### [Saved data entries]
* * * * * * * * *

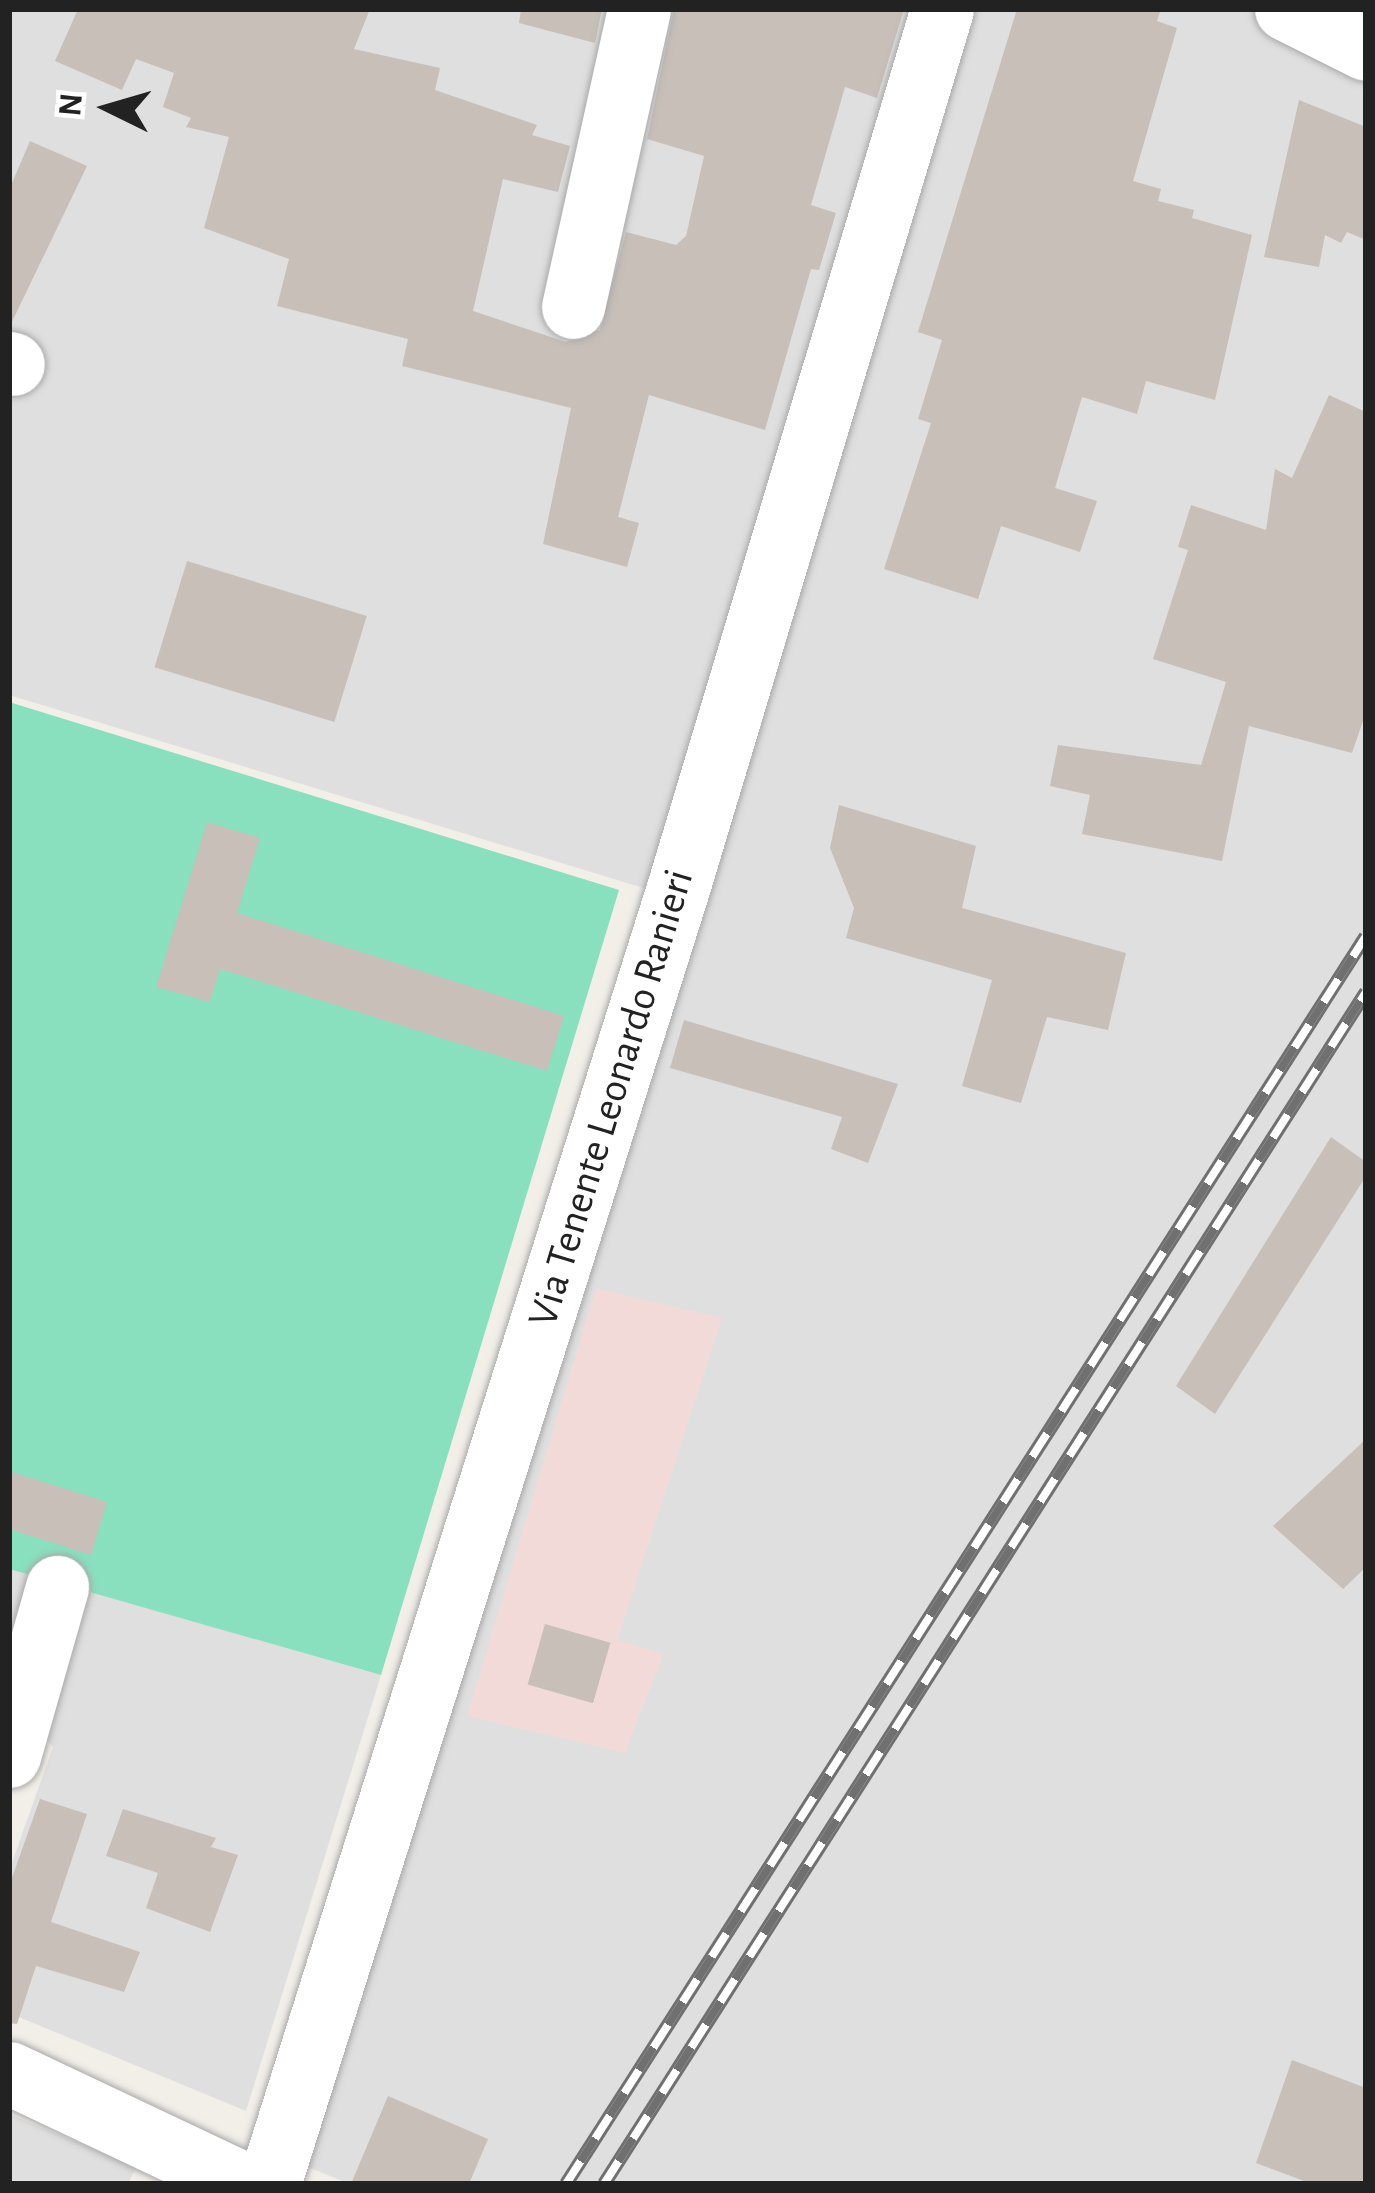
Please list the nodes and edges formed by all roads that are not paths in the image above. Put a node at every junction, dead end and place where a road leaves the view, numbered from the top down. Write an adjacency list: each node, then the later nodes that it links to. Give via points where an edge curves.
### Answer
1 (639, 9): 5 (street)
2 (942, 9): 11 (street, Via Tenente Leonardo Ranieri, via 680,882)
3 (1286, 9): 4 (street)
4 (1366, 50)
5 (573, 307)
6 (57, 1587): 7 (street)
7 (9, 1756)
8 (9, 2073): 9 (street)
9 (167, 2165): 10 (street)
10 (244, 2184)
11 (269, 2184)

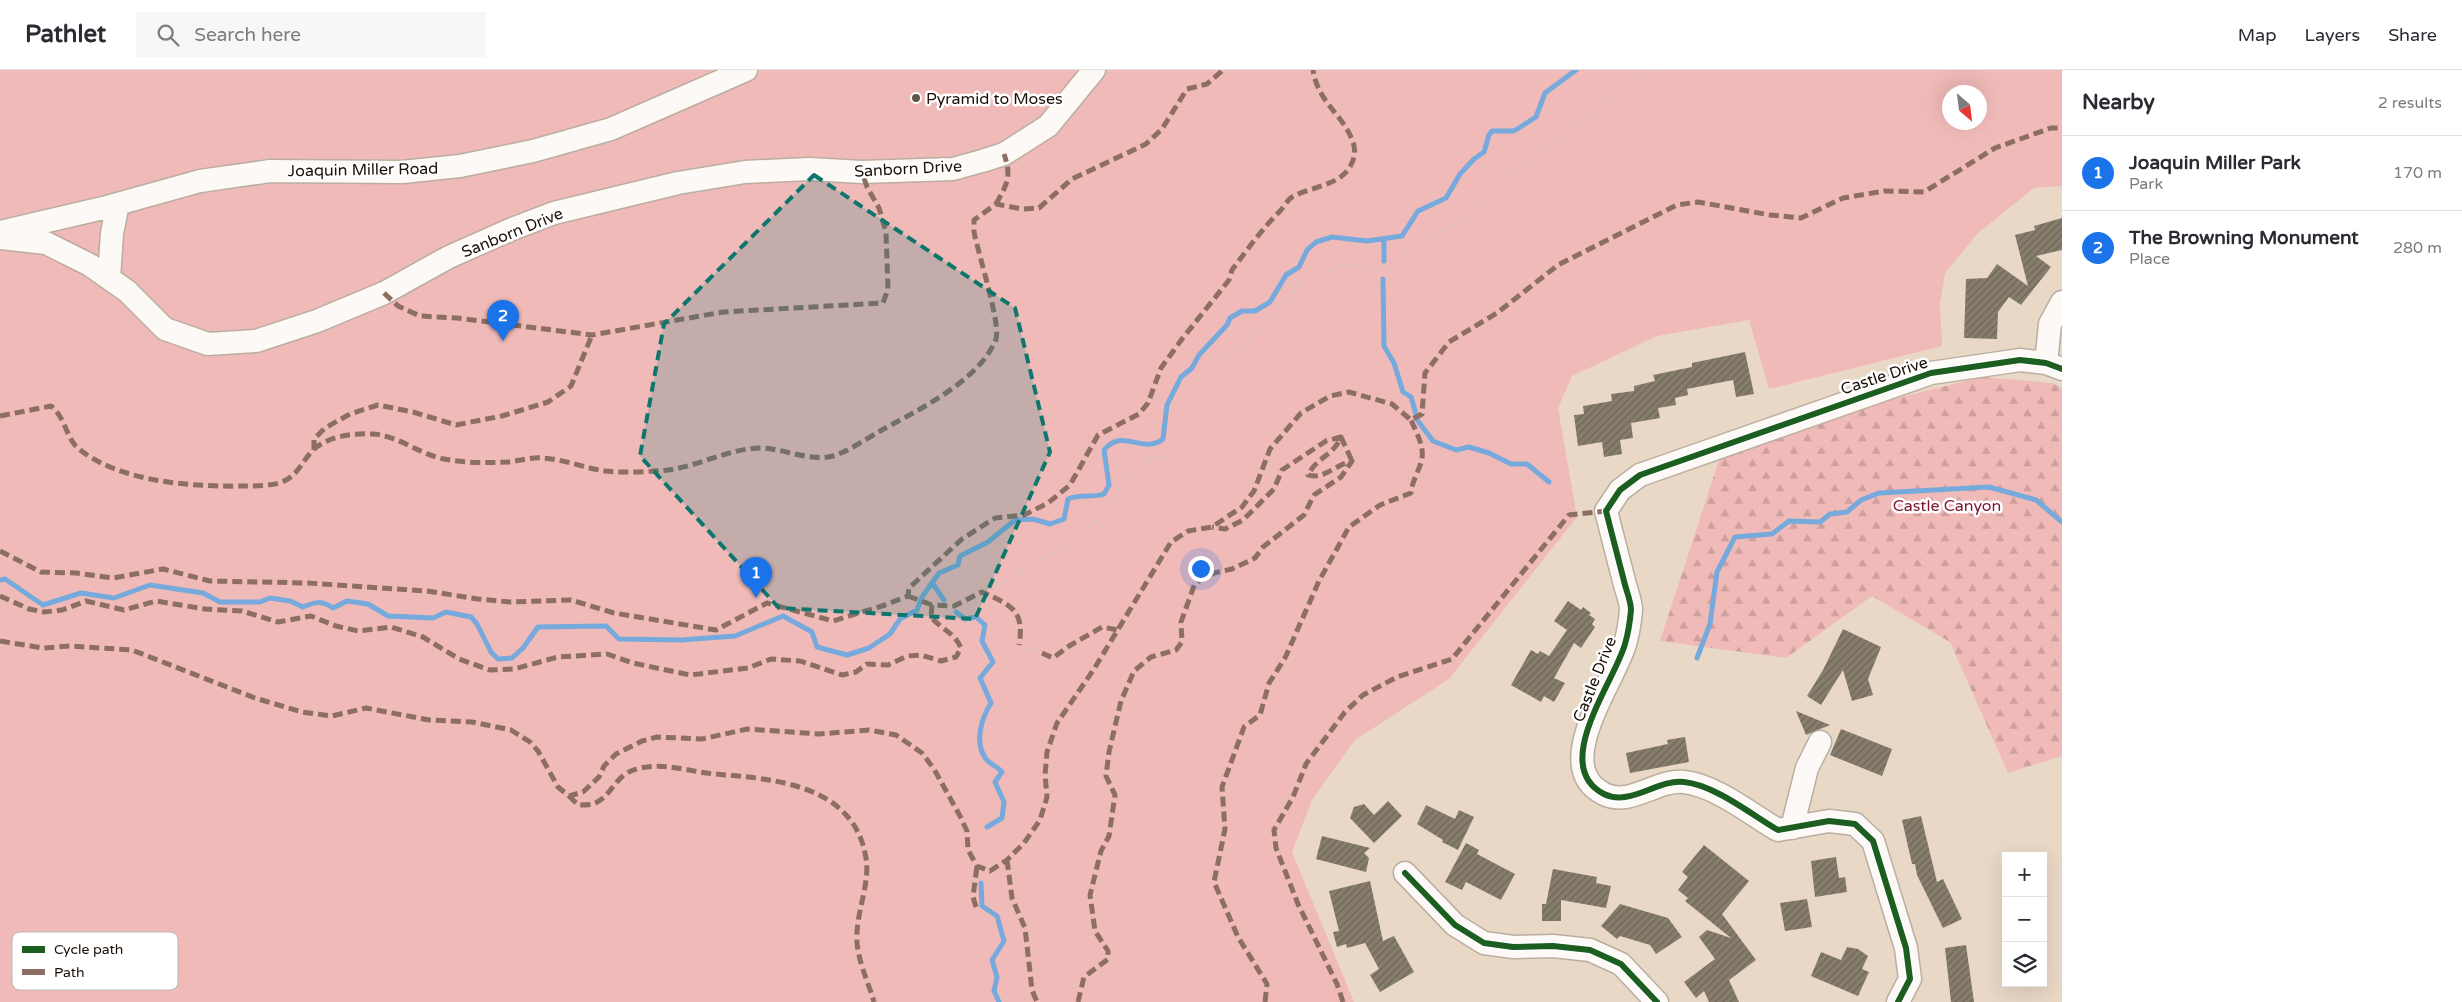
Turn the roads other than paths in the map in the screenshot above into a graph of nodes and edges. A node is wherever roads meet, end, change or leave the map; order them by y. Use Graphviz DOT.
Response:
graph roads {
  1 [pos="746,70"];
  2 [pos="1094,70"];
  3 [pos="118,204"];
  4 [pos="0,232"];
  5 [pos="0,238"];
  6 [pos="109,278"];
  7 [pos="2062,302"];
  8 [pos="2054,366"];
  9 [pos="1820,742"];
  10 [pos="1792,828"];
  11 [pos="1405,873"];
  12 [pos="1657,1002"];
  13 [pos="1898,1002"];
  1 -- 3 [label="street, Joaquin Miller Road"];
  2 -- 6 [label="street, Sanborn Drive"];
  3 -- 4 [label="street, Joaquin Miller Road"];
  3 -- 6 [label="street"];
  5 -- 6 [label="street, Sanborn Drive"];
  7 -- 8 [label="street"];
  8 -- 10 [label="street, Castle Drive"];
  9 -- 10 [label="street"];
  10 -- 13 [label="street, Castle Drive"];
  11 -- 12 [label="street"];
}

* * * * * * * * *

### [Brief]
Full transcription without images: please go through the records and repeat them exactly.

### [Solution]
Please list the nodes and edges formed by all roads that are not paths in the image above. Put a node at every junction, dead end and place where a road leaves the view, numbered from the top down. Write an adjacency list: each node, then the later nodes that it links to. Give via points where an edge curves.
### Answer
1 (639, 9): 5 (street)
2 (942, 9): 11 (street, Via Tenente Leonardo Ranieri, via 680,882)
3 (1286, 9): 4 (street)
4 (1366, 50)
5 (573, 307)
6 (57, 1587): 7 (street)
7 (9, 1756)
8 (9, 2073): 9 (street)
9 (167, 2165): 10 (street)
10 (244, 2184)
11 (269, 2184)

Turn the roads other than paths in the map in the screenshot above into a graph of nodes and edges. A node is wherever roads meet, end, change or leave the map; order them by y. Use Graphviz DOT.
Response:
graph roads {
  1 [pos="746,70"];
  2 [pos="1094,70"];
  3 [pos="118,204"];
  4 [pos="0,232"];
  5 [pos="0,238"];
  6 [pos="109,278"];
  7 [pos="2062,302"];
  8 [pos="2054,366"];
  9 [pos="1820,742"];
  10 [pos="1792,828"];
  11 [pos="1405,873"];
  12 [pos="1657,1002"];
  13 [pos="1898,1002"];
  1 -- 3 [label="street, Joaquin Miller Road"];
  2 -- 6 [label="street, Sanborn Drive"];
  3 -- 4 [label="street, Joaquin Miller Road"];
  3 -- 6 [label="street"];
  5 -- 6 [label="street, Sanborn Drive"];
  7 -- 8 [label="street"];
  8 -- 10 [label="street, Castle Drive"];
  9 -- 10 [label="street"];
  10 -- 13 [label="street, Castle Drive"];
  11 -- 12 [label="street"];
}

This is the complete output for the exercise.